Great Balls of Fire, the biopic of rock singer
Jerry Lee Lewis, was released during the summer of 1989. The movie was
based on the book written by Murray Silver, who spent three years from
1979 through 1981 documenting the most devastating period of Lewis’s
life while tracking down dozens of leads for a historical perspective.
Many writers had tried but none had succeeded in delivering the goods.
Not only did Silver render the definitive work on Lewis, he managed to
avoid being shot by his subject and was spared the same fate visited
upon so many of Lewis’s friends who became addicted to drugs and awash
in alcohol. Silver’s book and the movie it spawned made Lewis a star all
over again, catapulting him into the inaugural class of the Rock and
Roll Hall of Fame. So that when Dr. George Nichopoulos finally decided
to write a book about his experiences as personal physician to Elvis
Presley, Jerry Lee Lewis told him that Murray Silver was the best man
for the job.
Since Presley’s death in 1977, Dr. Nick had been
besieged by offers for interviews, books and television appearances, all
of which he had refused. The autopsy, which had not been released to the
public, had been sharply attacked for inadequacy and inaccuracy, and Dr.

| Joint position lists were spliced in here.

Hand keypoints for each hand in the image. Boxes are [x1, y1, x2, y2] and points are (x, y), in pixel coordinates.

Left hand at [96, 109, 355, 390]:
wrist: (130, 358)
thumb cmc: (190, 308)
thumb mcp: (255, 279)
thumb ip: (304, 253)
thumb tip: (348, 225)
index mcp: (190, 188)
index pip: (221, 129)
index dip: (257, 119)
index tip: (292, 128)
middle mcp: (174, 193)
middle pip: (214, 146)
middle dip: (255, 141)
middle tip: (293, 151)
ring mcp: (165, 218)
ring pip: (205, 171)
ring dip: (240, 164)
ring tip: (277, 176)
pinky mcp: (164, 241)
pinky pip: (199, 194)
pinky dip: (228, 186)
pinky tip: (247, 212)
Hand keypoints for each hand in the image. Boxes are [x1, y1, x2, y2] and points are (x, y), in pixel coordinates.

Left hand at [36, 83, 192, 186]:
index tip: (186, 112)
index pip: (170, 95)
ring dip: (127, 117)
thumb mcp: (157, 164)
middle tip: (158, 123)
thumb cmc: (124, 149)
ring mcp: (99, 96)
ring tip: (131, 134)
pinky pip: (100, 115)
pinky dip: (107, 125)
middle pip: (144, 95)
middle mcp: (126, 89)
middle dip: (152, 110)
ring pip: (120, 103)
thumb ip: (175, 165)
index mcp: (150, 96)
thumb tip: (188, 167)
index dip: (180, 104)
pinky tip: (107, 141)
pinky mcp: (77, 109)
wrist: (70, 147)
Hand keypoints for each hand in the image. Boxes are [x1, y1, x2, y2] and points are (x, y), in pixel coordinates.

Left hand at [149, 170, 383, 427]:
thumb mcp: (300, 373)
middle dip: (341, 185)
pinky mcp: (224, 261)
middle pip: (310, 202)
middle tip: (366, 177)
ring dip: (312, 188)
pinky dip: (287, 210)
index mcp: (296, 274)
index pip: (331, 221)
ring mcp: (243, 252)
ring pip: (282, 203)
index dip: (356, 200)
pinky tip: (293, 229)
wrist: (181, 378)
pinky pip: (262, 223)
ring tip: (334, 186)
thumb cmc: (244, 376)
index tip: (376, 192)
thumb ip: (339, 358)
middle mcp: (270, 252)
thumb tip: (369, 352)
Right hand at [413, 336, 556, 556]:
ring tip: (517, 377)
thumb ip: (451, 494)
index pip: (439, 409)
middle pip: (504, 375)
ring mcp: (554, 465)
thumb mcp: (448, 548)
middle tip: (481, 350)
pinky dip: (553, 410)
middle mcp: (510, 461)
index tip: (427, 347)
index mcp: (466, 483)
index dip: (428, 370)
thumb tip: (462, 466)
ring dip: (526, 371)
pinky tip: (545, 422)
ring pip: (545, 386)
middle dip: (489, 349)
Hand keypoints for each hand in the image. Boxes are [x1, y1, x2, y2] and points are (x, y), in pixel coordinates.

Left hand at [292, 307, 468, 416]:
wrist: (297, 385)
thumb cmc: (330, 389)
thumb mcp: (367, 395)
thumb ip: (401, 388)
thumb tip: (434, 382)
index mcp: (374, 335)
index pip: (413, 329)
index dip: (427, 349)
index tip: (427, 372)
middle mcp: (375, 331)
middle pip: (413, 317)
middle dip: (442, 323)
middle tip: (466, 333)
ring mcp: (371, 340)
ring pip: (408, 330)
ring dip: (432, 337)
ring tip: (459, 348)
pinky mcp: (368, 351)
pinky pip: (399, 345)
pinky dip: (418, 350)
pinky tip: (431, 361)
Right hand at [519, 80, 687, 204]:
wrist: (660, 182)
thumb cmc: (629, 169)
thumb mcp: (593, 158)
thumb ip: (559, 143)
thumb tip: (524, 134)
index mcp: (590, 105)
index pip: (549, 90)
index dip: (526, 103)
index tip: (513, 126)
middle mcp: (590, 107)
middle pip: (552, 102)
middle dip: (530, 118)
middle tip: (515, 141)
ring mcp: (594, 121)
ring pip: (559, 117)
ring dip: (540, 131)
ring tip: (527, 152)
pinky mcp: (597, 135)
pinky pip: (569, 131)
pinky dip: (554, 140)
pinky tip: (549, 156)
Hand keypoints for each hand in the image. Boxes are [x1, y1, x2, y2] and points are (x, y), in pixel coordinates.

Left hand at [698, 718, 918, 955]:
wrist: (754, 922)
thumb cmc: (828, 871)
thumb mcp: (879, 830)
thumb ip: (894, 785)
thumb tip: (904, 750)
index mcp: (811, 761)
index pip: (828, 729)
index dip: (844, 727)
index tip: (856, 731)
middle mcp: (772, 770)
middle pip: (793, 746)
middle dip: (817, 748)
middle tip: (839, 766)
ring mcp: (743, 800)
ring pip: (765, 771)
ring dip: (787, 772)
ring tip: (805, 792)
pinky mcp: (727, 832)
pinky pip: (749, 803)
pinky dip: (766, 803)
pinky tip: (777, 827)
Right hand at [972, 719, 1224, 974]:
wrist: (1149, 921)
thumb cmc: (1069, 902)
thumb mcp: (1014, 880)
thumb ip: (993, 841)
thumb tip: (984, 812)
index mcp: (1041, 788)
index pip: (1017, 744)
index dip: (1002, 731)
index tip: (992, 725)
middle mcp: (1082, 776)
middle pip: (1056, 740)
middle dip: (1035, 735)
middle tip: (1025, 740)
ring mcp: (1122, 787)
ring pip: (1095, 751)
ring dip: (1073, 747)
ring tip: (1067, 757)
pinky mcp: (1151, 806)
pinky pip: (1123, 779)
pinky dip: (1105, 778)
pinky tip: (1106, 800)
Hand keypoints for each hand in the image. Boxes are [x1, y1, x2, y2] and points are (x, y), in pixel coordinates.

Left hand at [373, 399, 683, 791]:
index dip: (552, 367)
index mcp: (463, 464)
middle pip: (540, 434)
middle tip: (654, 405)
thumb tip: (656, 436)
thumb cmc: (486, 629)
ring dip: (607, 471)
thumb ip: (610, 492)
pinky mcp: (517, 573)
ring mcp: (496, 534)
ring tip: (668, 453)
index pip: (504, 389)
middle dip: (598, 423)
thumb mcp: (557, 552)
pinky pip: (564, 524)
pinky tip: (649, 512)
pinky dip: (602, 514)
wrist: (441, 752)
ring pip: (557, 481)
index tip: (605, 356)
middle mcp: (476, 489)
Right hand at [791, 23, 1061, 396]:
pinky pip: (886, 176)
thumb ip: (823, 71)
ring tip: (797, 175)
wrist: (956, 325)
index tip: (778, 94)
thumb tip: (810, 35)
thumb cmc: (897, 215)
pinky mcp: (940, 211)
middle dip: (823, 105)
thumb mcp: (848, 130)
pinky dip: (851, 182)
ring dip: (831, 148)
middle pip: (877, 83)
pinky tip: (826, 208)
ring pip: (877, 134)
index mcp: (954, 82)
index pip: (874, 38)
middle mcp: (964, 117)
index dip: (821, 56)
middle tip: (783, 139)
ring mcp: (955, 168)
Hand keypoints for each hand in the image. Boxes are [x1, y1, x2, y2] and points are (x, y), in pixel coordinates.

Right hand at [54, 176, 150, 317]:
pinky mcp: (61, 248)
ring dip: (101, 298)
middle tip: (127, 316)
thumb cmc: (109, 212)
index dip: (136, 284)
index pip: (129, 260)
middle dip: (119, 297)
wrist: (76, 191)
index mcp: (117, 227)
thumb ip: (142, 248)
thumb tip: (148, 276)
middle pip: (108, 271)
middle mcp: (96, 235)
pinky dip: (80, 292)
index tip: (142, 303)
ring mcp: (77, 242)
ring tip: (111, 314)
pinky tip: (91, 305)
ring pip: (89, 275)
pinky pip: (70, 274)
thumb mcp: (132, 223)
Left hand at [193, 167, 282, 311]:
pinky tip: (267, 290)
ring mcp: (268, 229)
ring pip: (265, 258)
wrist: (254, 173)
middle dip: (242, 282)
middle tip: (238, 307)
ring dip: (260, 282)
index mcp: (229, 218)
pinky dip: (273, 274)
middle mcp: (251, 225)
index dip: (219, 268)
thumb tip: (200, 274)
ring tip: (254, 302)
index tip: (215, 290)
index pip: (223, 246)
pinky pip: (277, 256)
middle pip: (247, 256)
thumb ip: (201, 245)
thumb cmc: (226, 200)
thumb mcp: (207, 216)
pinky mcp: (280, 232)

Nick’s reputation was repeatedly questioned. His silence created an air
of mystery and intrigue, leading many observers to surmise that he was
responsible for Presley’s death while others thought that the lack of a
published finding could only mean that Elvis was alive and living in
seclusion. Not even the lure of a $1 million advance from Doubleday
associate editor Jacqueline Kennedy Onassis could get so much as a
single word out of Dr. Nick.
After a dozen years spent in denial, Dr. Nick
realized that the controversy surrounding Presley’s death was never
going to end—at least, not until he perfected the record. Attempts were
made on his life and attempts were made to rid him of his medical
license, but it wasn’t until Geraldo Rivera ambushed Dr. Nick on
national television and accused him of killing Elvis by over-prescribing
medications that he was forced to break his silence. While Murray Silver
was in Memphis making his movie, Dr. Nick asked him to take up his cause
at Silver’s earliest convenience. In January 1990, Silver left his home
in Atlanta and moved to Memphis to help Dr. Nick write the most
explosive story in the history of popular culture.
It didn’t take long for word of the collaboration to
spread. Once the media got hold of it, there was a mad rush to Memphis
to find out if it was true that Dr. Nick was going to reveal the
shocking details of Presley’s murder by someone in his inner circle.
Speculations ran wild as to whom the culprit could be, and before Silver
could finish the book it was already being hotly debated on every
tabloid television show in America. The situation quickly got out of
hand.
And then an odd thing happened: Hounded by camera
crews that chased him down the hallways of hospitals, Dr. Nick was
forced to fend them off by denying he was writing a book—and if he
was writing a book, murder was not his contention. Silver was made
to look like a nutcase; Elvis’s old cronies came out of the woodwork to
denounce Dr. Nick as a quack, and their book has never been published.
In a rather bizarre twist, the very same publishers that rejected Dr.
Nick’s book instead turned out books by other writers who merely guessed
at what Dr. Nick’s book would’ve been about had it been published!
As Operation Desert Shield turned into Desert Storm,
the storm that swirled around Dr. Nick was pushed off the front pages of
newspapers until the Tennessee board of medical examiners lifted his
license in 1995, and details of his having improperly dispensed
potentially addictive drugs to his patients were a hot topic once again.
Dr. Nick tried unsuccessfully to have his license reinstated and
would wait three years for things to quiet down before making a renewed
attempt. Having nothing else to do, he became Jerry Lee Lewis’s tour
manager for a while. And when that got old quick, 72-year-old George
Nichopoulos worked the graveyard shift in the Federal Express personnel
department.
What happened to Murray Silver shouldn’t have
happened to a dog: his talent trampled upon and his faith belied, he
fled Memphis in the dead of night to avoid attempts on his life by any
number of shady drug dealers who mistakenly thought Silver had stumbled
upon some great plot to kill Elvis Presley which they would be caught up
in. The facts of Silver’s book may have been questioned but there was no
doubt that the threat to him was very real: when the Memphis police
could no longer guarantee his safety, he disappeared.